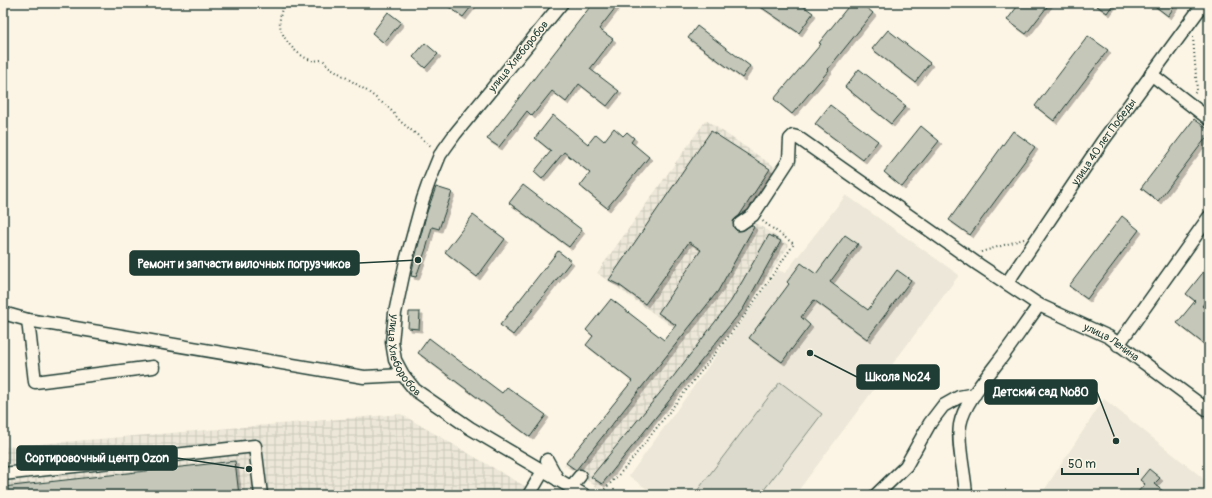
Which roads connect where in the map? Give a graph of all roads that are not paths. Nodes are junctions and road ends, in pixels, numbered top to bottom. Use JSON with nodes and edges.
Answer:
{"nodes":[{"id":1,"x":562,"y":3,"type":"edge"},
{"id":2,"x":1204,"y":3,"type":"edge"},
{"id":3,"x":1151,"y":74,"type":"junction"},
{"id":4,"x":1209,"y":120,"type":"edge"},
{"id":5,"x":1209,"y":217,"type":"edge"},
{"id":6,"x":740,"y":224,"type":"dead end"},
{"id":7,"x":1007,"y":282,"type":"junction"},
{"id":8,"x":1039,"y":305,"type":"junction"},
{"id":9,"x":3,"y":313,"type":"edge"},
{"id":10,"x":28,"y":320,"type":"junction"},
{"id":11,"x":1118,"y":345,"type":"junction"},
{"id":12,"x":153,"y":367,"type":"dead end"},
{"id":13,"x":403,"y":375,"type":"junction"},
{"id":14,"x":975,"y":394,"type":"junction"},
{"id":15,"x":1209,"y":411,"type":"edge"},
{"id":16,"x":545,"y":465,"type":"junction"},
{"id":17,"x":3,"y":474,"type":"edge"},
{"id":18,"x":580,"y":476,"type":"dead end"},
{"id":19,"x":571,"y":487,"type":"junction"},
{"id":20,"x":261,"y":495,"type":"edge"},
{"id":21,"x":529,"y":495,"type":"edge"},
{"id":22,"x":584,"y":495,"type":"edge"},
{"id":23,"x":876,"y":495,"type":"edge"},
{"id":24,"x":966,"y":495,"type":"edge"}],
"edges":[{"from":1,"to":13,"type":"street","name":"улица Хлеборобов"},
{"from":2,"to":3,"type":"street","name":"улица 40 лет Победы"},
{"from":3,"to":4,"type":"street"},
{"from":3,"to":7,"type":"street","name":"улица 40 лет Победы"},
{"from":5,"to":11,"type":"street"},
{"from":6,"to":7,"type":"street","name":"улица Ленина"},
{"from":7,"to":8,"type":"street","name":"улица Ленина"},
{"from":8,"to":11,"type":"street","name":"улица Ленина"},
{"from":8,"to":14,"type":"street"},
{"from":9,"to":10,"type":"street"},
{"from":10,"to":12,"type":"street"},
{"from":10,"to":13,"type":"street"},
{"from":11,"to":15,"type":"street","name":"улица Ленина"},
{"from":13,"to":16,"type":"street","name":"улица Хлеборобов"},
{"from":14,"to":23,"type":"street"},
{"from":14,"to":24,"type":"street"},
{"from":16,"to":19,"type":"street","name":"улица Хлеборобов"},
{"from":16,"to":21,"type":"street"},
{"from":17,"to":20,"type":"street"},
{"from":18,"to":19,"type":"street"},
{"from":19,"to":22,"type":"street","name":"улица Хлеборобов"}]}
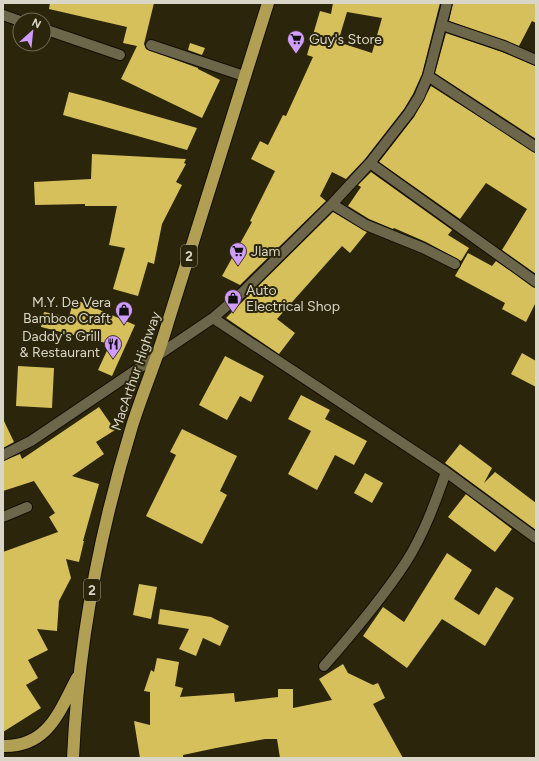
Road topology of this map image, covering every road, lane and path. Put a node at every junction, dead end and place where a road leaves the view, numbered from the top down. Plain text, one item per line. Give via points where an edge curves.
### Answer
1 (268, 3) edge
2 (447, 3) edge
3 (442, 25) junction
4 (52, 32) edge
5 (151, 45) dead end
6 (120, 55) dead end
7 (536, 60) edge
8 (244, 76) junction
9 (428, 76) junction
10 (536, 146) edge
11 (370, 163) junction
12 (332, 204) junction
13 (454, 264) dead end
14 (536, 282) edge
15 (213, 318) junction
16 (159, 353) junction
17 (3, 455) edge
18 (446, 472) junction
19 (27, 507) dead end
20 (3, 517) edge
21 (536, 538) edge
22 (324, 666) dead end
23 (79, 673) junction
24 (3, 746) edge
25 (73, 758) edge

1 - 8 highway, MacArthur Highway / 2
2 - 3 street
3 - 7 street
3 - 9 street
4 - 6 street
5 - 8 street
8 - 16 highway, MacArthur Highway / 2
9 - 10 street
9 - 11 street via 409,113
11 - 12 street
11 - 14 street
12 - 13 street via 366,225 423,248
12 - 15 street
15 - 16 street
15 - 18 street
16 - 17 street via 31,441
16 - 23 highway, MacArthur Highway / 2 via 133,426 109,508 92,587
18 - 21 street
18 - 22 street via 430,515 407,561 371,611
19 - 20 street
23 - 24 highway via 53,723 39,737 18,746
23 - 25 highway, MacArthur Highway / 2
++++++
▶ _WHAT THIS TASK INVOLVES_
Return each full line of the entries that contains the word "highway".

▶ _ANSWER FOR THIS EXERCISE_
1 - 8 highway, MacArthur Highway / 2
8 - 16 highway, MacArthur Highway / 2
16 - 23 highway, MacArthur Highway / 2 via 133,426 109,508 92,587
23 - 24 highway via 53,723 39,737 18,746
23 - 25 highway, MacArthur Highway / 2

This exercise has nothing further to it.